Ovviamente il tutto è condito da distorsioni di ogni tipo, dissonanze ed
effetti disturbanti nel sottofondo. Dove volete scappare? Rifuggiatevi pure
sotto la gonna di mamma Roadrunner, tra le pacifiche, noiose e placide note di
Unto the Locust, perché qui tutto giace nella brutalità di note lente e di
mid-tempo monolitici. In realtà non so neanche se questi tizi si possano
definire sludge, perché sembrano una versione doom dei Mitochondrion (tra l’altro
compari di etichetta). The Great Cessation è composto da cinque tracce dalla
lunghezza media di dieci minuti salvo la title track che arriva ai venti (Giesù!!!),
ma invece di stufare dopo i primi cinque minuti di ascolto, il disco tira fino
alla fine grazie alle variazioni vocali, alle atmosfere ed anche alle strane
melodie che il gruppo riesce a creare. Bisogna anche contare che spesso gli Yob
ricorrono a stacchi in pulito, come nella opener “Burning the Altar”, dove una
chitarra orientaleggiante irrompe nel pezzo placando un attimo gli animi. La
già menzionata title track merita di essere di nuovo tirata in ballo, in quanto
sembra che gli accordi della parte di mezzo colpiscano dritti al cuore,
rendendolo sempre più nero e scuro, facendoci venire in mente giorni di pioggia
e occhiaia, stanchezza e tristezza, emozioni vere espresse da una musica di
difficile ascolto, un’ardua impresa portata a termine con grande maestria.

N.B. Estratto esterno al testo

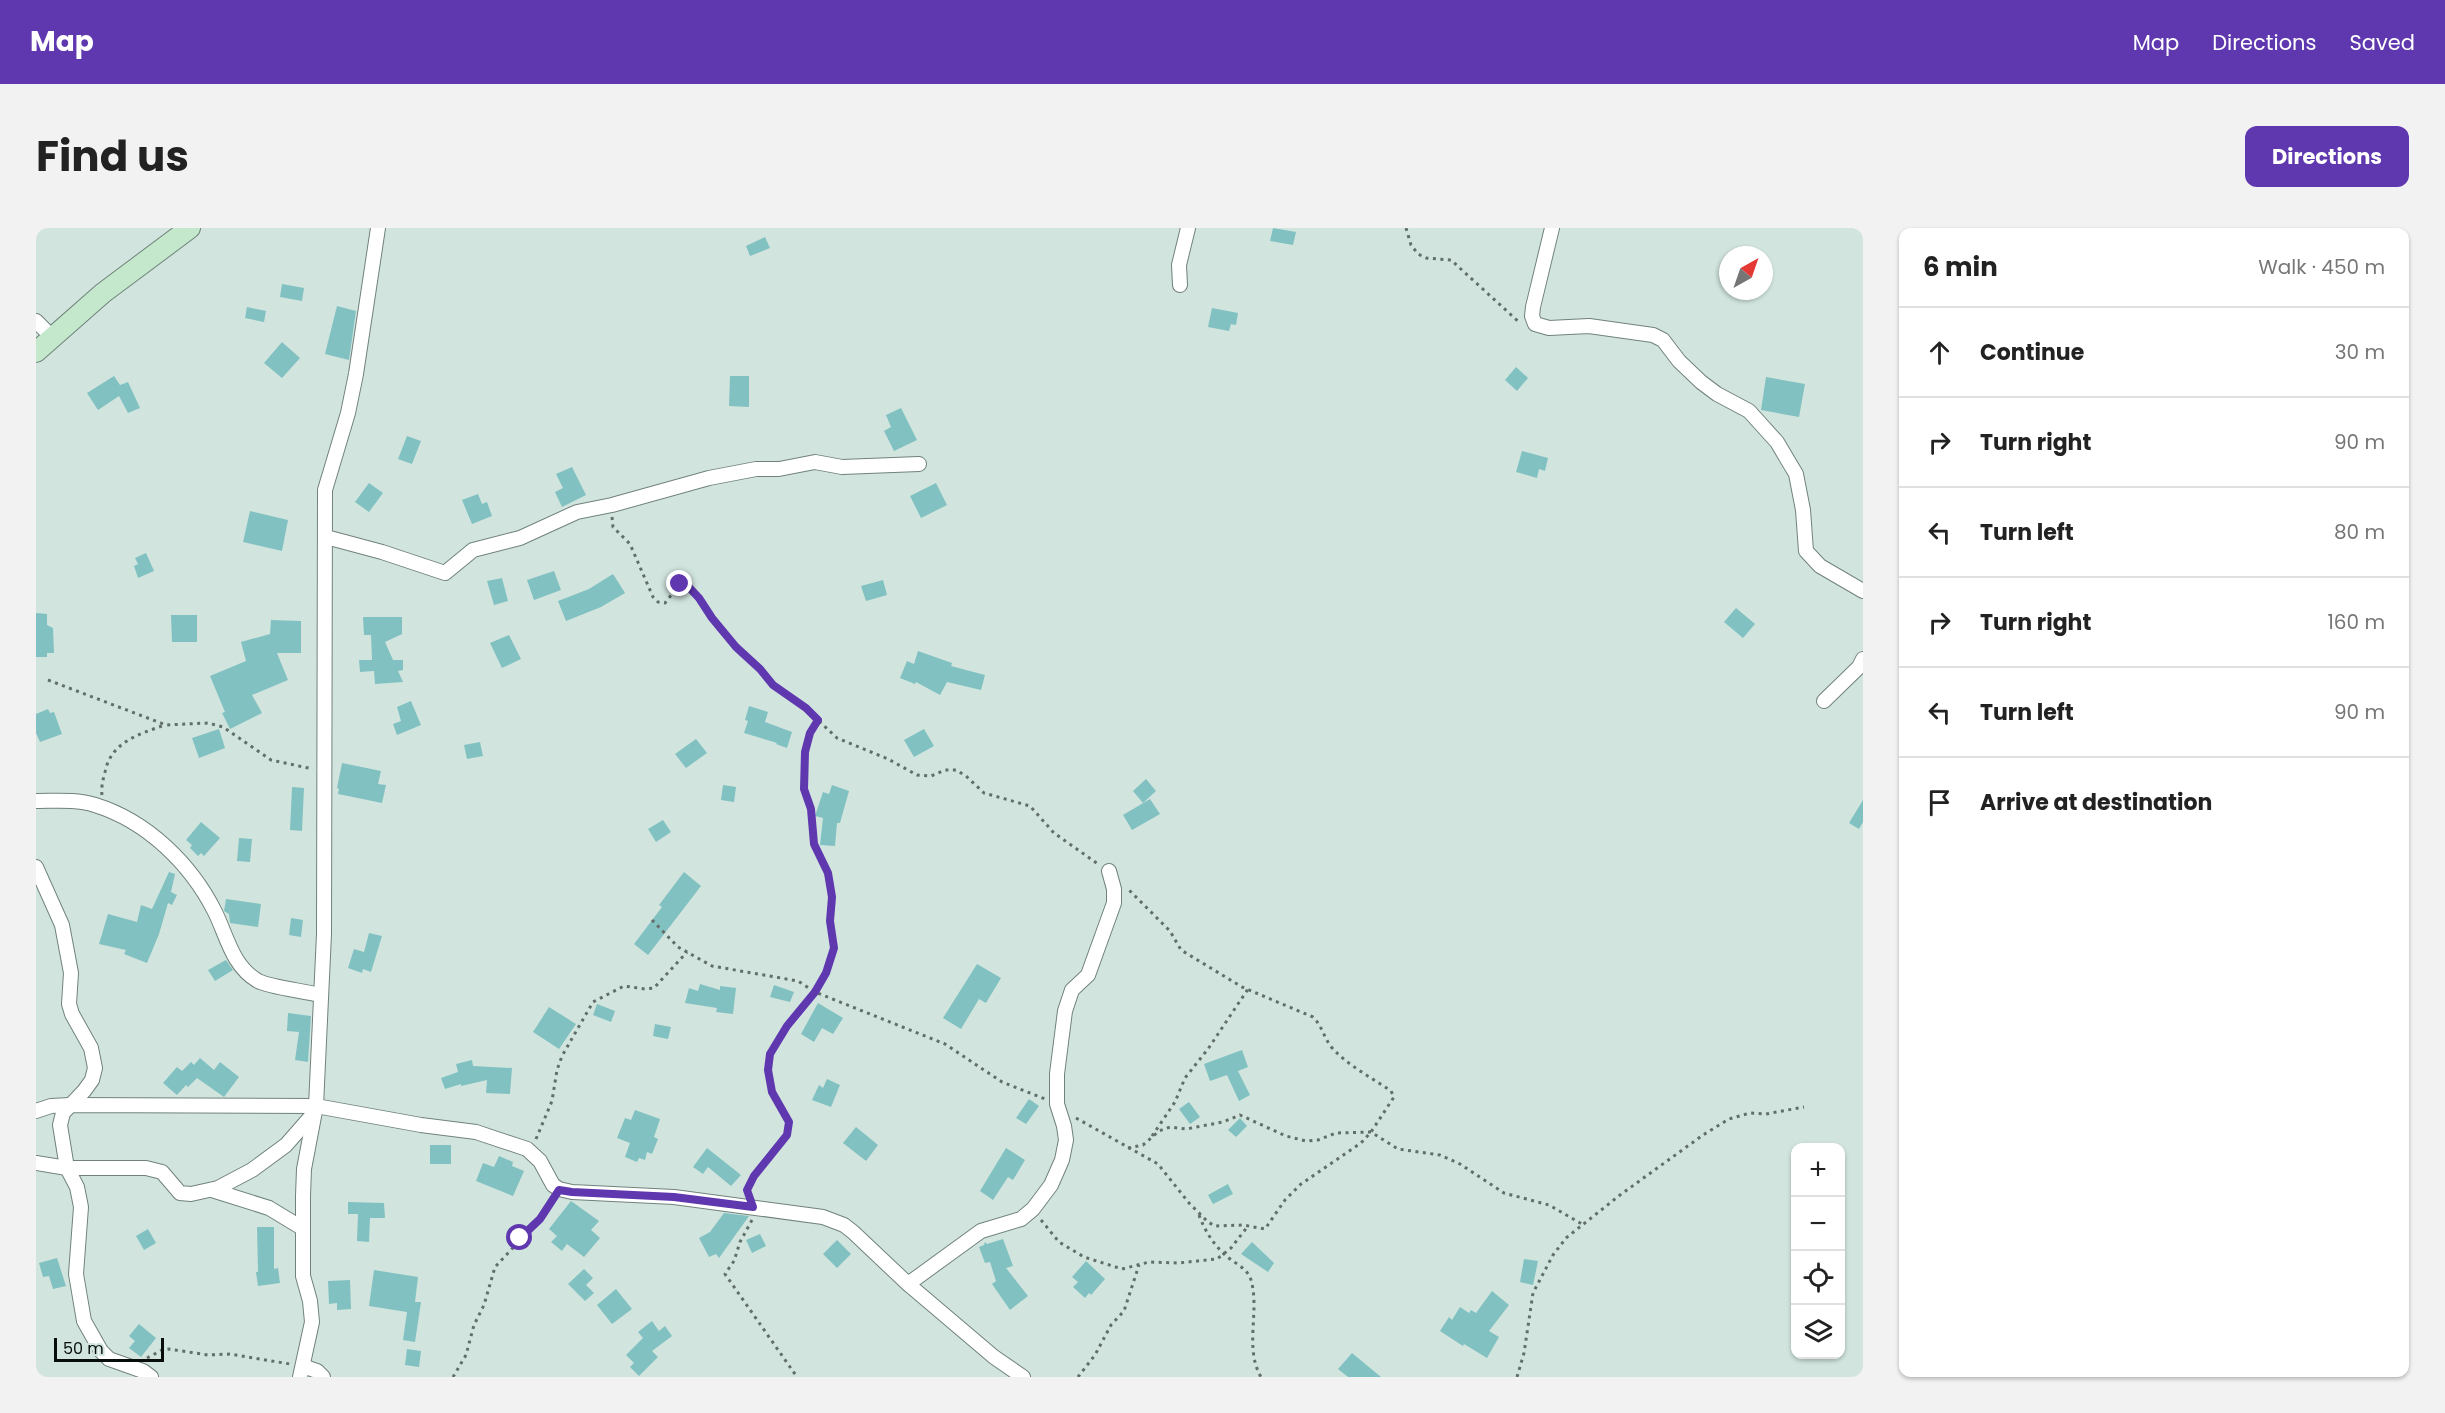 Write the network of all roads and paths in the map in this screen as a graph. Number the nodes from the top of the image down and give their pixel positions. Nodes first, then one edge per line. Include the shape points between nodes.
1 (190, 228) edge
2 (378, 228) edge
3 (1188, 228) edge
4 (1406, 228) edge
5 (1552, 228) edge
6 (1180, 285) dead end
7 (36, 321) edge
8 (1535, 324) junction
9 (52, 337) junction
10 (36, 352) edge
11 (919, 464) dead end
12 (612, 505) junction
13 (326, 537) junction
14 (1863, 591) edge
15 (1863, 659) edge
16 (48, 680) dead end
17 (1824, 702) dead end
18 (166, 725) junction
19 (323, 770) junction
20 (36, 801) edge
21 (104, 808) junction
22 (36, 867) edge
23 (1109, 871) dead end
24 (652, 920) dead end
25 (687, 952) junction
26 (1248, 989) dead end
27 (815, 992) junction
28 (320, 995) junction
29 (1057, 1104) junction
30 (70, 1105) junction
31 (1804, 1107) dead end
32 (316, 1108) junction
33 (36, 1111) edge
34 (1371, 1132) junction
35 (1149, 1140) junction
36 (1128, 1148) junction
37 (527, 1149) junction
38 (36, 1163) edge
39 (67, 1168) junction
40 (212, 1190) junction
41 (559, 1190) junction
42 (753, 1207) junction
43 (1033, 1209) junction
44 (1199, 1214) junction
45 (1582, 1224) junction
46 (1248, 1226) junction
47 (302, 1228) junction
48 (1224, 1254) junction
49 (1140, 1264) junction
50 (908, 1284) junction
51 (129, 1367) junction
52 (301, 1372) edge
53 (151, 1377) edge
54 (323, 1377) edge
55 (453, 1377) edge
56 (797, 1377) edge
57 (1023, 1377) edge
58 (1078, 1377) edge
59 (1261, 1377) edge
60 (1517, 1377) edge

1 - 9 main road
2 - 13 street via 356,374 325,490
3 - 6 street via 1179,265
4 - 8 path via 1418,254 1451,260 1523,326
5 - 8 street via 1533,307
7 - 9 street
8 - 14 street via 1549,328 1589,326 1653,335 1663,340 1701,382 1749,411 1777,442 1796,474 1806,551 1820,566
9 - 10 main road
11 - 12 street via 842,467 815,462 756,469
12 - 13 street via 577,512 530,534 472,550 446,573
12 - 27 path via 613,528 630,544 653,597 665,603 684,582 736,647 773,685 818,720 805,752 804,789 811,809 814,844 828,873 834,948
13 - 19 street
15 - 17 street
16 - 18 path
18 - 19 path via 208,723 223,727 271,760
18 - 21 path via 128,739 115,750 106,764 101,788
19 - 28 street via 324,934
20 - 21 street via 66,800
21 - 28 street via 152,833 189,872 214,909 231,953 256,980
22 - 30 street via 62,925 71,973 69,1004 93,1059 92,1080
23 - 29 street via 1114,903 1089,975 1072,990 1067,1004 1059,1045
24 - 25 path
25 - 27 path via 712,966 798,981
25 - 37 path via 654,988 624,986 593,1002 562,1056 546,1118
26 - 35 path via 1185,1078 1175,1102
27 - 29 path via 945,1044 1002,1082
27 - 42 path via 770,1054 772,1092 789,1122 787,1135 747,1190
28 - 32 street
29 - 36 path
29 - 43 street via 1065,1126 1062,1160 1051,1185
30 - 32 street
30 - 33 street
30 - 39 street via 60,1125
31 - 45 path via 1729,1119
32 - 37 street via 476,1132
32 - 40 street via 286,1145 252,1170
32 - 47 street via 304,1169
34 - 35 path via 1336,1132 1306,1141 1240,1115 1186,1129 1170,1127
34 - 45 path via 1398,1149 1440,1155 1504,1193 1549,1205
34 - 46 path via 1347,1155 1301,1184 1265,1229
35 - 36 path
36 - 44 path via 1158,1164
37 - 41 street
38 - 39 street
39 - 40 street via 146,1168 162,1172 180,1193
39 - 51 street via 81,1207 76,1274 84,1321 101,1351
40 - 47 street via 269,1208
41 - 42 street via 674,1197
41 - 55 path via 540,1219 495,1267 466,1355
42 - 50 street via 823,1217 844,1225
42 - 56 path via 752,1225 725,1274
43 - 49 path via 1059,1242 1084,1257 1122,1269
43 - 50 street via 1021,1219 981,1231
44 - 46 path via 1215,1226
44 - 48 path via 1204,1230
45 - 60 path via 1553,1255 1533,1293
46 - 48 path
47 - 52 street via 303,1276 312,1322
48 - 49 path via 1207,1260
48 - 59 path via 1251,1279 1254,1360
49 - 58 path via 1124,1311
50 - 57 street
51 - 52 path via 169,1349 208,1356 230,1354
51 - 53 street
52 - 54 street via 317,1371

Di certo questo non è il disco che potete mettere su in una
giornata di sole al parco e di certo non è da ascoltare tutti i giorni o
potrebbe tranquillamente indurvi a mangiarvi del vetro a colazione e questo è l'unico difettino che gli trovo, il fatto di essere forse un po' troppo ostico e che l'ascolto richieda una grande concentrazione per apprezzare a pieno il prodotto (è difficile da spiegare questa cosa, il disco va ascoltato per capire). Gli Yob
riescono a creare della musica di fortissimo impatto emotivo senza ricorrere
alla bestialità di doppie casse o a melodie scontate, questo gruppo fa VERA
musica, una vera esperienza sonora, viaggio di note di quasi un’ora che vi consiglio
di fare appena potete. Sarà come tuffarvi in un mare nero e perdervi nei suoi
fondali, per uscirne fuori senza respiro, o per non uscirne mai più.